MeisterTask vs OpenProject
Side-by-side trajectory, velocity, and editorial themes.
MeisterTask hardens enterprise muscle around workload planning while polishing daily team workflows.
MeisterTask is iterating on two parallel surfaces: the everyday task graph (checklist copy, blocked-dependency warnings, watchers-via-automation) and a deliberately upmarket workload tier (capacity planner gated to Enterprise, team workload widget gated to Business). The mix suggests retention work on lower-tier users while building a differentiated reason for admins to upgrade. Recent UX moves around the Home screen and Note tables show parallel investment in surface customization.
The workload planner is the directional bet — MeisterTask is positioning against tools like Asana and ClickUp for portfolio-level visibility, not just board-level task tracking. Smaller releases (custom fields in reports, automation-driven watchers, tables inside Note) cluster around making the same data exportable, reportable, and queryable. The arc is from task tracker toward a plannable team-operations layer.
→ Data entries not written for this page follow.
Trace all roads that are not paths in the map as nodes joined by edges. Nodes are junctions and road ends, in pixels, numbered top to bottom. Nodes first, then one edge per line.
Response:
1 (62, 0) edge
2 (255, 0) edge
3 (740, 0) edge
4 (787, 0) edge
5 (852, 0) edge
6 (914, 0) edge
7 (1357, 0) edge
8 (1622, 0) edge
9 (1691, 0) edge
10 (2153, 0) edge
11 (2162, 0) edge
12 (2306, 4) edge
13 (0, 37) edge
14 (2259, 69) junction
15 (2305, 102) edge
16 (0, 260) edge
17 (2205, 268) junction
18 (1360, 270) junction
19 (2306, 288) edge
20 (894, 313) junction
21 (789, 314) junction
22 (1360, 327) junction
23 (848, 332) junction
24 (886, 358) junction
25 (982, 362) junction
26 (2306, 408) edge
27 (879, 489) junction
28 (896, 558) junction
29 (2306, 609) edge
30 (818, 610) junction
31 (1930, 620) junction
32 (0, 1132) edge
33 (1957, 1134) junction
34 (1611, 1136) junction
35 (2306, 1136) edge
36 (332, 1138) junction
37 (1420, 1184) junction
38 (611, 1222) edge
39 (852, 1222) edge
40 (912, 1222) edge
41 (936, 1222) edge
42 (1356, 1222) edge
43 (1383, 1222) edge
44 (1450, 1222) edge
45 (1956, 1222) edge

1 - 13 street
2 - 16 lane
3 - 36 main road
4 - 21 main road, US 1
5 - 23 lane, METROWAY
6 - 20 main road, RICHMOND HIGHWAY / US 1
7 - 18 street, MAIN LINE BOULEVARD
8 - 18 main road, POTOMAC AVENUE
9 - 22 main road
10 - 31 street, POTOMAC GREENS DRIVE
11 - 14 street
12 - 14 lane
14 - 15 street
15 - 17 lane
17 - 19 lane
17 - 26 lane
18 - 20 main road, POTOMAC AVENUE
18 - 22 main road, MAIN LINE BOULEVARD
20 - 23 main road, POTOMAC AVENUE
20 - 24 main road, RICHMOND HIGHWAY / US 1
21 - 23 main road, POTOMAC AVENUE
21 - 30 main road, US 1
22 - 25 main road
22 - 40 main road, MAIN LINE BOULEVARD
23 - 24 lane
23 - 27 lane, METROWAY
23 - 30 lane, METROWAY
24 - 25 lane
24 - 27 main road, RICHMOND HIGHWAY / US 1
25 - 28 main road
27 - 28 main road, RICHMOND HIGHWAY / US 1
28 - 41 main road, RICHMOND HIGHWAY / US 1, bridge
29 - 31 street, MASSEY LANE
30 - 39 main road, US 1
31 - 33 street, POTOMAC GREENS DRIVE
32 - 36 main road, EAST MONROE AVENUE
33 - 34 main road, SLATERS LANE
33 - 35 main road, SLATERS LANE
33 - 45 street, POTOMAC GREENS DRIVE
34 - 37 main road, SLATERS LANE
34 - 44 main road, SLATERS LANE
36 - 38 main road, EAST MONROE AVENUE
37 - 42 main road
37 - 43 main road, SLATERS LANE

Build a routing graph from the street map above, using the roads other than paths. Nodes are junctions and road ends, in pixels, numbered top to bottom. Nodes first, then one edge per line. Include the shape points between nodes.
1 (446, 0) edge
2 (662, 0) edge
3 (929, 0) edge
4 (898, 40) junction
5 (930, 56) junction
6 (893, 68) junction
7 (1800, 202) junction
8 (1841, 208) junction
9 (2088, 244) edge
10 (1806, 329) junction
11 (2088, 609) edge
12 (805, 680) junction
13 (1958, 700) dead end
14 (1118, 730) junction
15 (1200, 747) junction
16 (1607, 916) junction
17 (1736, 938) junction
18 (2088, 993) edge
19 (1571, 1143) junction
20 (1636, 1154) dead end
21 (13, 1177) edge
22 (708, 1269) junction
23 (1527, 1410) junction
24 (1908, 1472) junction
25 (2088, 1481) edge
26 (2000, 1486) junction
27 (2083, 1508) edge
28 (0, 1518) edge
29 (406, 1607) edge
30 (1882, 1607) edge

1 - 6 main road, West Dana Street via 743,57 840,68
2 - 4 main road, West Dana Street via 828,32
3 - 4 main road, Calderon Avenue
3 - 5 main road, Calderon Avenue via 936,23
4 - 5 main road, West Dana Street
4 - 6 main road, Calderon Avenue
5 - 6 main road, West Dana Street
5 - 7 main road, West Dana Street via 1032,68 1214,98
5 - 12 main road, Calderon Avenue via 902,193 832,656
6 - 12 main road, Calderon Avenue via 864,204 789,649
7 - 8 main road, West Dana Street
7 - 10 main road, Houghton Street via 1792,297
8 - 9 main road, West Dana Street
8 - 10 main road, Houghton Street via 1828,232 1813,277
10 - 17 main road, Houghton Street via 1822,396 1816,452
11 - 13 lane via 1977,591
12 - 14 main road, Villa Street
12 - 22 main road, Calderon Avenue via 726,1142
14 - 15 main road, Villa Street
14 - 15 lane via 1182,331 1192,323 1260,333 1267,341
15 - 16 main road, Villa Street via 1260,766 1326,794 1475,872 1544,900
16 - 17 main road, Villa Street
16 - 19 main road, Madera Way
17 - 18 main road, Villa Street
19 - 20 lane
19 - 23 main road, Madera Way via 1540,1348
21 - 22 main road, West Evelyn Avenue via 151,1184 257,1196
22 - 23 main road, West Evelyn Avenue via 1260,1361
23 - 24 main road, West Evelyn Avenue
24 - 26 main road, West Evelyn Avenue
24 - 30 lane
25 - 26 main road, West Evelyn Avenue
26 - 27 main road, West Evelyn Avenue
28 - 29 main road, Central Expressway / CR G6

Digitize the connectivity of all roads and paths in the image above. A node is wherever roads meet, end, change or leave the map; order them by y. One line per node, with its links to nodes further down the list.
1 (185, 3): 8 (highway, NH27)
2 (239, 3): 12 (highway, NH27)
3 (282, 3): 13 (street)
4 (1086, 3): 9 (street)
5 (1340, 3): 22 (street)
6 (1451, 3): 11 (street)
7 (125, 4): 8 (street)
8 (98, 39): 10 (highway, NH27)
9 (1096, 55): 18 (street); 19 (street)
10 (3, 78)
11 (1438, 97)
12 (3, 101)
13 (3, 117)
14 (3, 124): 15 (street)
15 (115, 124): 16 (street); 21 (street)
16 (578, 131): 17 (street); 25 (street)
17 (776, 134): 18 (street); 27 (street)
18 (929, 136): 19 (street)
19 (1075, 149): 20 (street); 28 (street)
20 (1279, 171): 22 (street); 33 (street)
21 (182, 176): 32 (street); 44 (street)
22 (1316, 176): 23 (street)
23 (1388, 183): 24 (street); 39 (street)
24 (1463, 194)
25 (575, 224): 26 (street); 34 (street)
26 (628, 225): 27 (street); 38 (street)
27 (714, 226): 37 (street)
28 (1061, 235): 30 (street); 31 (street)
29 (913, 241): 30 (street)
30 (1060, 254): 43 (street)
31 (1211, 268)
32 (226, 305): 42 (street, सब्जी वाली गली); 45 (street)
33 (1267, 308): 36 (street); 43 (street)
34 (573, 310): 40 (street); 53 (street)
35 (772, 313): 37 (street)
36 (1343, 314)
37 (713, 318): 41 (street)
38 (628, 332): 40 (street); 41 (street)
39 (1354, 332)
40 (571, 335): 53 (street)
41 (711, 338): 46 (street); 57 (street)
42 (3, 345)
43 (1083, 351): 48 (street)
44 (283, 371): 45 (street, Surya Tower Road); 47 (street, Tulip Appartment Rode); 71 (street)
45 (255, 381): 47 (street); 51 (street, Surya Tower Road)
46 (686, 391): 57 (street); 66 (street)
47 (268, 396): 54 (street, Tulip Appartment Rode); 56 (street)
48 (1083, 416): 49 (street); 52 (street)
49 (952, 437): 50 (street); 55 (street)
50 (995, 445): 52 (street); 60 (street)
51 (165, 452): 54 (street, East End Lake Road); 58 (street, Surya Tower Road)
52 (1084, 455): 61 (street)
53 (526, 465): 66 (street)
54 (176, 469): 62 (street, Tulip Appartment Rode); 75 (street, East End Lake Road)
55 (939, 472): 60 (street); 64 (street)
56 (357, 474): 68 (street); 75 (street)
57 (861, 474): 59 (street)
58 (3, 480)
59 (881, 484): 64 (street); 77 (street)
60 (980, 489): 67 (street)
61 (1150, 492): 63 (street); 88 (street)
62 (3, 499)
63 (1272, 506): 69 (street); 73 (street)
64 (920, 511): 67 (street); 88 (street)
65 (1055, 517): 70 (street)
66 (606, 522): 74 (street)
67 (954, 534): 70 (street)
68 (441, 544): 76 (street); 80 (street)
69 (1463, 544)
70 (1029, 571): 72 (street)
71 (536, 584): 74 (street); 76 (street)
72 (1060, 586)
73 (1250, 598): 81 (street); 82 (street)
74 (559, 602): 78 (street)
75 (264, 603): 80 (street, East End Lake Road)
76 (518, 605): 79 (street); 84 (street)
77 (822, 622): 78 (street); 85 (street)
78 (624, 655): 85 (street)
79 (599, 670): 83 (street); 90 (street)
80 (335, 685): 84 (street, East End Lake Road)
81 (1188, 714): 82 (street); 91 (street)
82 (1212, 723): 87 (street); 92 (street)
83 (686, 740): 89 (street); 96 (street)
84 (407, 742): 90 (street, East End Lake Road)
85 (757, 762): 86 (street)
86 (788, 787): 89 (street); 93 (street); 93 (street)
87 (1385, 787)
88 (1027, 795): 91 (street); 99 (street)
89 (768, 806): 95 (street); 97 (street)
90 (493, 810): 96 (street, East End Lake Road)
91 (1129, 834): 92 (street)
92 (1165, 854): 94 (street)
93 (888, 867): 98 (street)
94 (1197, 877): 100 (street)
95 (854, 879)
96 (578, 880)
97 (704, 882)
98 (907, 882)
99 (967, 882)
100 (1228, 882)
Expect more reporting and cross-project view work to follow — likely resource-allocation extensions to the workload planner, plus deeper rollup support for the custom-field surface that's now reportable.
OpenProject keeps multiple release lines in lockstep with coordinated security backports.
OpenProject is in steady maintenance mode, shipping patch releases across several parallel version lines (17.0 through 17.4). The latest two releases on 2026-06-08 are coordinated security backports addressing a journal-diff visibility bypass (CVE-2026-47193) and private work-package data disclosure (CVE-2026-49355), both surfaced through its EU-Commission-sponsored bug bounty. Feature work landed earlier in the window with 17.3.0's agile-planning and 17.4.0 changes.
The arc is one of a mature open-source PM platform prioritizing security hygiene and backport discipline over new surface area. Recurring CVE fixes from the YesWeHack program suggest an active, externally-audited security posture rather than reactive patching. Feature cadence is secondary to keeping every supported branch patched.
Expect the next releases to continue the pattern of synchronized security/bugfix point releases across the 17.x lines, with the next feature-bearing minor likely building on the 17.3 agile-planning work.